[Opening Information section]

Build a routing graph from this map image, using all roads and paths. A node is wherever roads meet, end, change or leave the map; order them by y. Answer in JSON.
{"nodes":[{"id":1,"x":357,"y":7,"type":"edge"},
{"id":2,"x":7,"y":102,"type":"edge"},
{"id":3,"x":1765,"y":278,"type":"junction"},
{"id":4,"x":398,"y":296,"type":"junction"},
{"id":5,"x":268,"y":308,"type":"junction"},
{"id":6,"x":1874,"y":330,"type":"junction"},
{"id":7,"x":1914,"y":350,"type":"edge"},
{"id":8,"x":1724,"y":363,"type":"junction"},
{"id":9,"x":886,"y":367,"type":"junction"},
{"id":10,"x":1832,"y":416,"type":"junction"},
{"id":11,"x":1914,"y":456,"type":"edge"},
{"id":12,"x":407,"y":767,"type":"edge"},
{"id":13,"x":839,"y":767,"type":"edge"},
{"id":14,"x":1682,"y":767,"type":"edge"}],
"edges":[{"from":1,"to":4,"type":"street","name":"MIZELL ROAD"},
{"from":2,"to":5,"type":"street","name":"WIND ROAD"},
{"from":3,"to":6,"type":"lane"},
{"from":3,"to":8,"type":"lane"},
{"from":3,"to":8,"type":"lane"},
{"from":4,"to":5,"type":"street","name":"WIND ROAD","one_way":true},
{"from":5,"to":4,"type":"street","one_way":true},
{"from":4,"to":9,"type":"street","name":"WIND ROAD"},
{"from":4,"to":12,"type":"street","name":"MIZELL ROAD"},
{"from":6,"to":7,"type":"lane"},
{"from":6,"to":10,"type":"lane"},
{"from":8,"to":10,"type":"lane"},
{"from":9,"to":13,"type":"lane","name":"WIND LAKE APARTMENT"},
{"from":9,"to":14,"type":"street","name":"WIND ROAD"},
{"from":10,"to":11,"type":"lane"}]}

[Closing Information section]

• **What is required**: Write all the entries again precisely as they were given.

• **Task answer**:
Build a routing graph from this map image, using all roads and paths. A node is wherever roads meet, end, change or leave the map; order them by y. Answer in JSON.
{"nodes":[{"id":1,"x":357,"y":7,"type":"edge"},
{"id":2,"x":7,"y":102,"type":"edge"},
{"id":3,"x":1765,"y":278,"type":"junction"},
{"id":4,"x":398,"y":296,"type":"junction"},
{"id":5,"x":268,"y":308,"type":"junction"},
{"id":6,"x":1874,"y":330,"type":"junction"},
{"id":7,"x":1914,"y":350,"type":"edge"},
{"id":8,"x":1724,"y":363,"type":"junction"},
{"id":9,"x":886,"y":367,"type":"junction"},
{"id":10,"x":1832,"y":416,"type":"junction"},
{"id":11,"x":1914,"y":456,"type":"edge"},
{"id":12,"x":407,"y":767,"type":"edge"},
{"id":13,"x":839,"y":767,"type":"edge"},
{"id":14,"x":1682,"y":767,"type":"edge"}],
"edges":[{"from":1,"to":4,"type":"street","name":"MIZELL ROAD"},
{"from":2,"to":5,"type":"street","name":"WIND ROAD"},
{"from":3,"to":6,"type":"lane"},
{"from":3,"to":8,"type":"lane"},
{"from":3,"to":8,"type":"lane"},
{"from":4,"to":5,"type":"street","name":"WIND ROAD","one_way":true},
{"from":5,"to":4,"type":"street","one_way":true},
{"from":4,"to":9,"type":"street","name":"WIND ROAD"},
{"from":4,"to":12,"type":"street","name":"MIZELL ROAD"},
{"from":6,"to":7,"type":"lane"},
{"from":6,"to":10,"type":"lane"},
{"from":8,"to":10,"type":"lane"},
{"from":9,"to":13,"type":"lane","name":"WIND LAKE APARTMENT"},
{"from":9,"to":14,"type":"street","name":"WIND ROAD"},
{"from":10,"to":11,"type":"lane"}]}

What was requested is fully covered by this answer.